=== Work to be completed ===
Your answer consists of the lines in the data that contain "Bandeira". Copy each of them.

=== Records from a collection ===

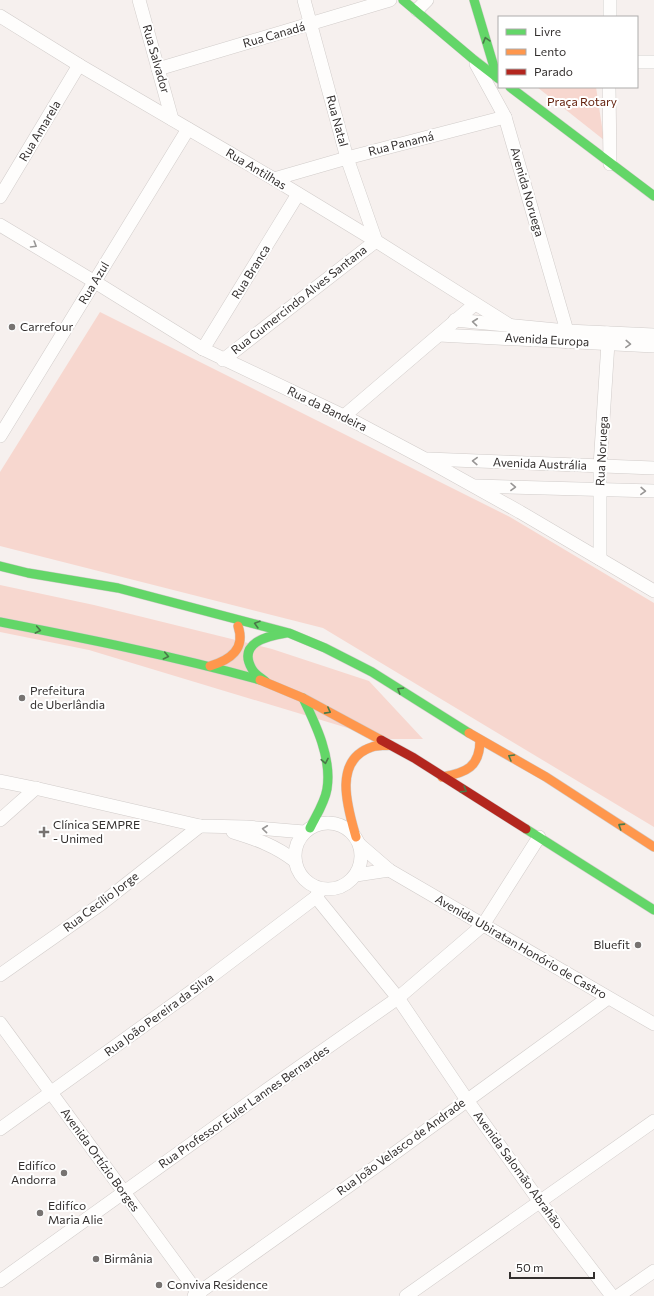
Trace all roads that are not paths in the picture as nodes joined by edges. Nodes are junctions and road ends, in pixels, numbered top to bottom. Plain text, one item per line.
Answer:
1 (139, 0) edge
2 (304, 0) edge
3 (390, 0) edge
4 (403, 0) edge
5 (427, 0) edge
6 (474, 0) edge
7 (610, 0) edge
8 (416, 10) junction
9 (0, 16) edge
10 (610, 16) edge
11 (312, 24) junction
12 (495, 57) edge
13 (473, 59) junction
14 (638, 62) edge
15 (654, 62) edge
16 (79, 65) junction
17 (158, 69) junction
18 (498, 76) edge
19 (498, 81) edge
20 (500, 88) edge
21 (511, 88) edge
22 (609, 88) edge
23 (505, 117) junction
24 (172, 119) junction
25 (188, 129) junction
26 (347, 158) junction
27 (610, 164) junction
28 (274, 179) junction
29 (298, 194) junction
30 (654, 196) edge
31 (0, 197) edge
32 (0, 225) edge
33 (376, 241) junction
34 (95, 282) junction
35 (474, 304) junction
36 (456, 320) junction
37 (511, 326) junction
38 (654, 334) edge
39 (439, 335) junction
40 (568, 336) junction
41 (607, 338) junction
42 (533, 340) junction
43 (654, 346) edge
44 (203, 349) junction
45 (223, 360) junction
46 (344, 416) junction
47 (0, 436) edge
48 (425, 459) junction
49 (600, 466) junction
50 (654, 468) edge
51 (474, 486) junction
52 (600, 489) junction
53 (654, 491) edge
54 (600, 559) junction
55 (0, 566) edge
56 (28, 572) junction
57 (0, 575) edge
58 (654, 591) edge
59 (231, 617) junction
60 (0, 622) edge
61 (289, 633) junction
62 (210, 666) junction
63 (266, 682) junction
64 (303, 698) junction
65 (480, 740) junction
66 (390, 745) junction
67 (442, 777) junction
68 (0, 781) edge
69 (36, 788) junction
70 (0, 820) edge
71 (200, 826) junction
72 (216, 827) junction
73 (307, 830) junction
74 (539, 837) junction
75 (358, 841) junction
76 (654, 847) edge
77 (295, 861) junction
78 (388, 870) junction
79 (356, 874) junction
80 (319, 893) junction
81 (654, 910) edge
82 (483, 925) junction
83 (0, 975) edge
84 (398, 998) junction
85 (608, 998) junction
86 (0, 1023) edge
87 (654, 1024) edge
88 (52, 1093) junction
89 (467, 1100) junction
90 (654, 1121) edge
91 (0, 1129) edge
92 (124, 1193) junction
93 (540, 1202) junction
94 (654, 1271) edge
95 (0, 1281) edge
96 (197, 1295) edge
97 (406, 1296) edge
98 (612, 1296) edge
99 (618, 1296) edge

1 - 17 street, Rua Salvador
2 - 11 street, Rua Natal
3 - 11 street, Rua Canadá
4 - 8 main road
5 - 8 street
12 -> 6 main road
7 - 10 street
8 - 13 main road
9 - 16 street, Rua Antilhas
11 - 17 street, Rua Canadá
11 - 26 street, Rua Natal
12 - 18 main road
13 - 19 main road
13 - 23 street, Avenida Noruega
14 - 15 street
16 - 24 street, Rua Antilhas
16 - 31 street, Rua Amarela
17 - 24 street, Rua Salvador
20 - 23 street
21 - 27 main road
22 - 27 street
23 - 26 street, Rua Panamá
23 - 40 street, Avenida Noruega
24 - 25 street, Rua Antilhas
25 - 28 street, Rua Antilhas
25 - 34 street, Rua Azul
26 - 28 street, Rua Panamá
26 - 33 street, Rua Natal
27 - 30 main road
28 - 29 street, Rua Antilhas
29 - 33 street, Rua Antilhas
29 - 44 street, Rua Branca
32 -> 34 street, Rua da Bandeira
33 - 35 street, Rua Antilhas
33 - 45 street, Rua Gumercindo Alves Santana
34 - 44 street, Rua da Bandeira
34 - 47 street, Rua Azul
35 - 36 street
35 - 37 street, Rua Antilhas
37 -> 36 street, Avenida Europa
36 - 39 street
37 - 40 street, Avenida Europa
37 - 42 street, Rua Antilhas
38 - 41 street, Avenida Europa
39 - 42 street, Avenida Europa
39 - 46 street
40 - 41 street, Avenida Europa
40 - 42 street, Avenida Europa
41 -> 43 street, Avenida Europa
41 - 49 street, Rua Noruega
44 - 45 street, Rua da Bandeira
45 - 46 street, Rua da Bandeira
46 - 48 street, Rua da Bandeira
49 -> 48 street, Avenida Austrália
48 - 51 street, Rua da Bandeira
49 - 50 street, Avenida Austrália
49 - 52 street, Rua Noruega
51 -> 52 street, Avenida Austrália
51 - 54 street, Rua da Bandeira
52 -> 53 street, Avenida Austrália
52 - 54 street, Rua Noruega
54 - 58 street, Rua da Bandeira
55 - 56 main road
56 - 57 main road
56 - 59 main road
61 -> 59 main road
59 - 62 main road
60 -> 62 main road
61 - 63 main road
65 -> 61 main road
62 - 63 main road
63 - 64 main road
64 -> 66 main road
64 -> 73 main road
65 - 67 main road
76 -> 65 main road
66 - 67 main road
66 - 75 main road
67 -> 74 main road
68 - 69 street
69 - 70 street
69 - 71 street
71 - 72 street
71 - 83 street, Rua Cecílio Jorge
73 -> 72 street
72 - 77 street
73 - 75 street
73 - 77 street
74 - 81 main road
74 - 82 street, Rua Professor Euler Lannes Bernardes
75 - 78 street, Avenida Ubiratan Honório de Castro
75 - 79 street
77 - 80 street
78 - 79 street
78 - 82 street, Avenida Ubiratan Honório de Castro
79 - 80 street
80 - 84 street, Avenida Salomão Abrahão
80 - 88 street, Rua João Pereira da Silva
82 - 84 street, Rua Professor Euler Lannes Bernardes
82 - 85 street, Avenida Ubiratan Honório de Castro
84 - 89 street, Avenida Salomão Abrahão
84 - 92 street, Rua Professor Euler Lannes Bernardes
85 - 87 street, Avenida Ubiratan Honório de Castro
85 - 89 street, Rua João Velasco de Andrade
86 - 88 street, Avenida Ortízio Borges
88 - 91 street, Rua João Pereira da Silva
88 - 92 street, Avenida Ortízio Borges
89 - 93 street, Avenida Salomão Abrahão
89 - 96 street, Rua João Velasco de Andrade
90 - 93 street
92 - 95 street, Rua Professor Euler Lannes Bernardes
92 - 96 street, Avenida Ortízio Borges
93 - 97 street
93 - 98 street, Avenida Salomão Abrahão
94 - 99 street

=== Exercise result ===
32 -> 34 street, Rua da Bandeira
34 - 44 street, Rua da Bandeira
44 - 45 street, Rua da Bandeira
45 - 46 street, Rua da Bandeira
46 - 48 street, Rua da Bandeira
48 - 51 street, Rua da Bandeira
51 - 54 street, Rua da Bandeira
54 - 58 street, Rua da Bandeira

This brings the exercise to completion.